*** Block opens ***
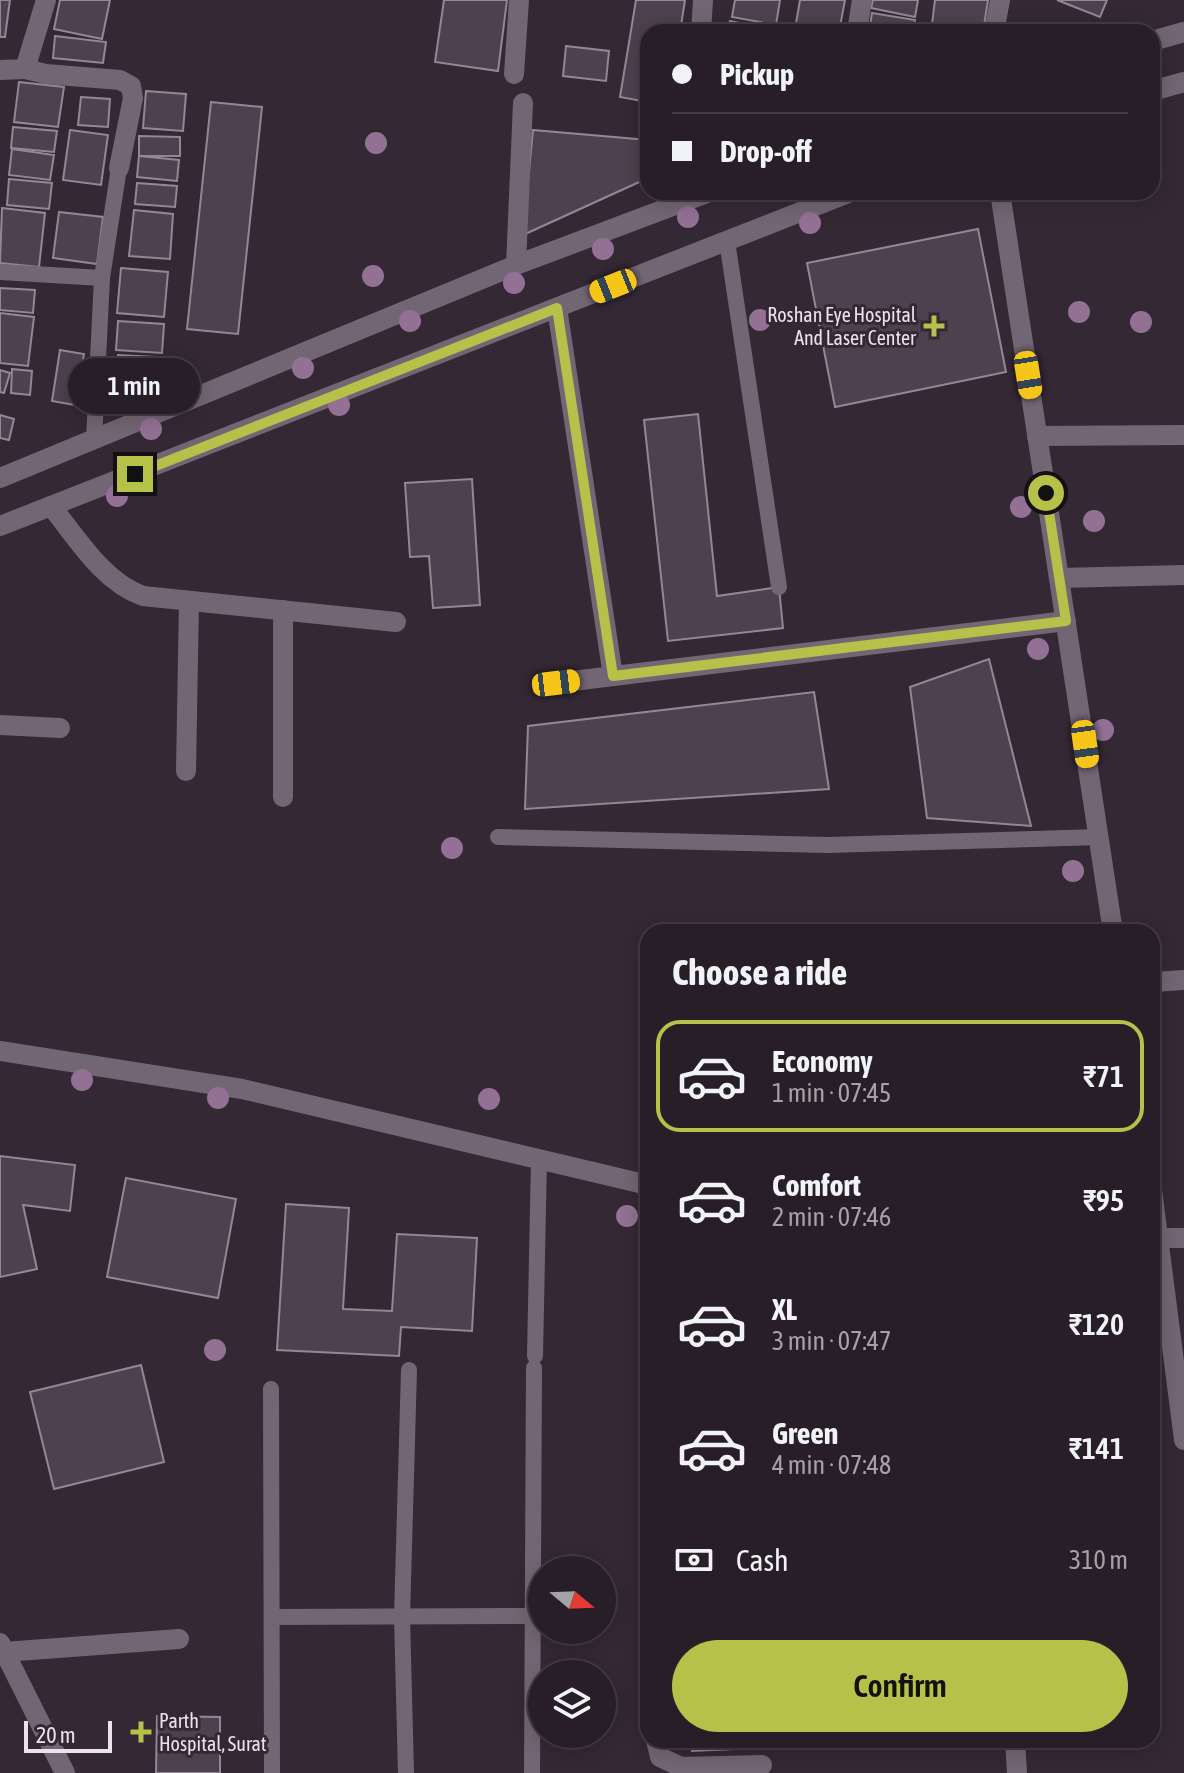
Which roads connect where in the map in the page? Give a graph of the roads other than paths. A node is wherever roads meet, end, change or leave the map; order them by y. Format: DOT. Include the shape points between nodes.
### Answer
*** Block closes ***
*** Block opens ***
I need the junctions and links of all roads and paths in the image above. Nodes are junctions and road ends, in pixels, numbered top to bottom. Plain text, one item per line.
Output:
*** Block closes ***
*** Block opens ***
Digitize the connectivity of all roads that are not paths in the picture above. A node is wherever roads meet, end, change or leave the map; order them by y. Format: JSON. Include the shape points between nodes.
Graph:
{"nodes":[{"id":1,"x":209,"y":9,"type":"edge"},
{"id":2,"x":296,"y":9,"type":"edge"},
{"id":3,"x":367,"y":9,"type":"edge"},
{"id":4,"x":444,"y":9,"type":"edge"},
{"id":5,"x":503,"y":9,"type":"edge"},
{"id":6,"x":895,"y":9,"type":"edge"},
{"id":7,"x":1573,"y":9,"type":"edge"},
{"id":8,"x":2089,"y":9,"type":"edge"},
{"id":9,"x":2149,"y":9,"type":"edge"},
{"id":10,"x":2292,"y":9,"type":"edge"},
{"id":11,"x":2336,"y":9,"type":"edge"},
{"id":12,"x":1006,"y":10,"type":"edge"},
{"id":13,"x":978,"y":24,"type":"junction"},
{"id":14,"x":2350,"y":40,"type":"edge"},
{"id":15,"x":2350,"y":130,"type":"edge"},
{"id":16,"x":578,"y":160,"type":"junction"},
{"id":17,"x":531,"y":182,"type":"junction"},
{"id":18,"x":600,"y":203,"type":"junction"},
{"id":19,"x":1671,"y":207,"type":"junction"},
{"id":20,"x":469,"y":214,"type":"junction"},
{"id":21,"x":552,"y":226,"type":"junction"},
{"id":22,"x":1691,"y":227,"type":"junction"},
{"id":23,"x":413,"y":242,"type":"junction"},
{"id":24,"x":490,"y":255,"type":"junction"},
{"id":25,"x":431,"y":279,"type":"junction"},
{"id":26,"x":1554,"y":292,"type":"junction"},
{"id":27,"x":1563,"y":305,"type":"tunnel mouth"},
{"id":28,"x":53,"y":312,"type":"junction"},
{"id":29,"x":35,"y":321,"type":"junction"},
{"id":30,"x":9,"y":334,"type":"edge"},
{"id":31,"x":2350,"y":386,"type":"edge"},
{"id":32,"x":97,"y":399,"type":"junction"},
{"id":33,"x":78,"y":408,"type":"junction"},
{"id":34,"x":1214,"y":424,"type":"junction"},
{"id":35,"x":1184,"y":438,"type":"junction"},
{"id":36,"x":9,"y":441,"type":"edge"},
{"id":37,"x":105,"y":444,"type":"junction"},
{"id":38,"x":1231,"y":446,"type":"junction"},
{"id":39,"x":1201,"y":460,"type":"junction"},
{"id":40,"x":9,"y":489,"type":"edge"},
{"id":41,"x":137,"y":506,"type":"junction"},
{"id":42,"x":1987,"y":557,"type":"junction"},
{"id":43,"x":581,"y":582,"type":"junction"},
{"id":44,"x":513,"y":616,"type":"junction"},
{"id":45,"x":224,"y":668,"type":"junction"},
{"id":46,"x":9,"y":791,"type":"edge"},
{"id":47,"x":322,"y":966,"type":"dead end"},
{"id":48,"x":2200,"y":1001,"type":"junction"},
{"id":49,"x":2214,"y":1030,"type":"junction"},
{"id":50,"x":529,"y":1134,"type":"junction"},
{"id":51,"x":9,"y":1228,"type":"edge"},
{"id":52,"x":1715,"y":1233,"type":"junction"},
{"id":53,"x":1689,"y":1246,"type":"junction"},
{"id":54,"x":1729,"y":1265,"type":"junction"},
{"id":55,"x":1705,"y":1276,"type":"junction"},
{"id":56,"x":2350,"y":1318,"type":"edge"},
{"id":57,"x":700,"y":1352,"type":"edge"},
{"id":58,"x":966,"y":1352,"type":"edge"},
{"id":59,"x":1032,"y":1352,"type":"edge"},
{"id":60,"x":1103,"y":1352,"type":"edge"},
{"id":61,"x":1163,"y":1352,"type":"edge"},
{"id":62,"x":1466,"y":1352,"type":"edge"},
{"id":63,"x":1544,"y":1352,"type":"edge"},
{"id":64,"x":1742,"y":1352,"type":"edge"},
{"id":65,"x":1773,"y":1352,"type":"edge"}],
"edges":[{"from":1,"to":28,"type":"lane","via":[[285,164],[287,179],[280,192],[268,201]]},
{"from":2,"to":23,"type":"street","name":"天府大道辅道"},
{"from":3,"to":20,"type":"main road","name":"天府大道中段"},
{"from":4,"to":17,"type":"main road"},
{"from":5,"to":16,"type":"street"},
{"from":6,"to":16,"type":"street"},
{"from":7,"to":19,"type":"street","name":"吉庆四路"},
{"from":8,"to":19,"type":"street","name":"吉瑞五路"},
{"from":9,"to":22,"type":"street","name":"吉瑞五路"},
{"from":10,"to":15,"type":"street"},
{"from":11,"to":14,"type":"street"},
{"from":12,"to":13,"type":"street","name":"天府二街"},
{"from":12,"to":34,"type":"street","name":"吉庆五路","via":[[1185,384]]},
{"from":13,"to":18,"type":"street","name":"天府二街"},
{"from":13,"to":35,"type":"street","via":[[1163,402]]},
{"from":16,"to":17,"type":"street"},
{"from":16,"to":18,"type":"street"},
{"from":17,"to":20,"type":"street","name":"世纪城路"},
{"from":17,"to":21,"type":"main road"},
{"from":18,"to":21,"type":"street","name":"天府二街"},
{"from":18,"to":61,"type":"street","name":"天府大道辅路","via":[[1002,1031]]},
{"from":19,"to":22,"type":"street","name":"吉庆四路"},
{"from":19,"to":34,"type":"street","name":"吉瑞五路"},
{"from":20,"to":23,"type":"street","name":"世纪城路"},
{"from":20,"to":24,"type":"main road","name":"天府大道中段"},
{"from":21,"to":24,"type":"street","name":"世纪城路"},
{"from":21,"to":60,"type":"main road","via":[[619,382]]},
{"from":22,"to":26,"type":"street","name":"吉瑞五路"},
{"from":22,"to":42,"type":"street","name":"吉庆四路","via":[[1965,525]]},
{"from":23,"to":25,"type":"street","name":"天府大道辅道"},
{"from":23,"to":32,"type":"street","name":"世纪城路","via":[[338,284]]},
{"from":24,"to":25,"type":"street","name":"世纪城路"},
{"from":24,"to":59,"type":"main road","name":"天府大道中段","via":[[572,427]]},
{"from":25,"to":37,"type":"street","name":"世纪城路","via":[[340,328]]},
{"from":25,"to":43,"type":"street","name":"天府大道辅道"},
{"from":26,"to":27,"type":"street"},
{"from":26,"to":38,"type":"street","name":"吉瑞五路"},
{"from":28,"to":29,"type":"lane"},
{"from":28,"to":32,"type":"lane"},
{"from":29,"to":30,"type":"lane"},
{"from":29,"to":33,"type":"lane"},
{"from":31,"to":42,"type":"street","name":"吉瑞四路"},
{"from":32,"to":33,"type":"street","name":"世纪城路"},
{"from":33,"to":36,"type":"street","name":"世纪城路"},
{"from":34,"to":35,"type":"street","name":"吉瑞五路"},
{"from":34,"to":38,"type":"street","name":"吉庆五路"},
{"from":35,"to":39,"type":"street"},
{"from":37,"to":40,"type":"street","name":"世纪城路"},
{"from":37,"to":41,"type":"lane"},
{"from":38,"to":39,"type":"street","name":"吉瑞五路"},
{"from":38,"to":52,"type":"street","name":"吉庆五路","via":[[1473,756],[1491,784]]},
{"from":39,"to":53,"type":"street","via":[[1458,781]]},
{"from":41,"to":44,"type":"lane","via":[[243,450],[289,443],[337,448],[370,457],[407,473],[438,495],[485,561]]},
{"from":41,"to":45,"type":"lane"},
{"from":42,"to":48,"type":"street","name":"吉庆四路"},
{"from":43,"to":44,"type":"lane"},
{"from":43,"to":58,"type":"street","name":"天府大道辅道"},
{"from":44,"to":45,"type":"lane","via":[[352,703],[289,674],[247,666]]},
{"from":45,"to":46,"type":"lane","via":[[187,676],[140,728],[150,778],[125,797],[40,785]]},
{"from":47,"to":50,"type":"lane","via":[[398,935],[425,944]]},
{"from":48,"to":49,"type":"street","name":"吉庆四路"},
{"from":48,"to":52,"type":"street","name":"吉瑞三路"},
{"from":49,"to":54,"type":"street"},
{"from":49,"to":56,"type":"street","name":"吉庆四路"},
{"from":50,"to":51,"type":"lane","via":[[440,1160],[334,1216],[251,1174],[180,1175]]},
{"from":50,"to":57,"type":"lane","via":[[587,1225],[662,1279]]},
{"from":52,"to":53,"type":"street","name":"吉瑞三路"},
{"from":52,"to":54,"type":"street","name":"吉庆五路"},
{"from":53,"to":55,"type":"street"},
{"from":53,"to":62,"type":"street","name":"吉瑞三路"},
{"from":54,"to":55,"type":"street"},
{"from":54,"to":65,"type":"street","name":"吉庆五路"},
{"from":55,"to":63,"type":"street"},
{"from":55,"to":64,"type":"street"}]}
*** Block closes ***
Report the number of lines above that contain the word "between", and only that number.

2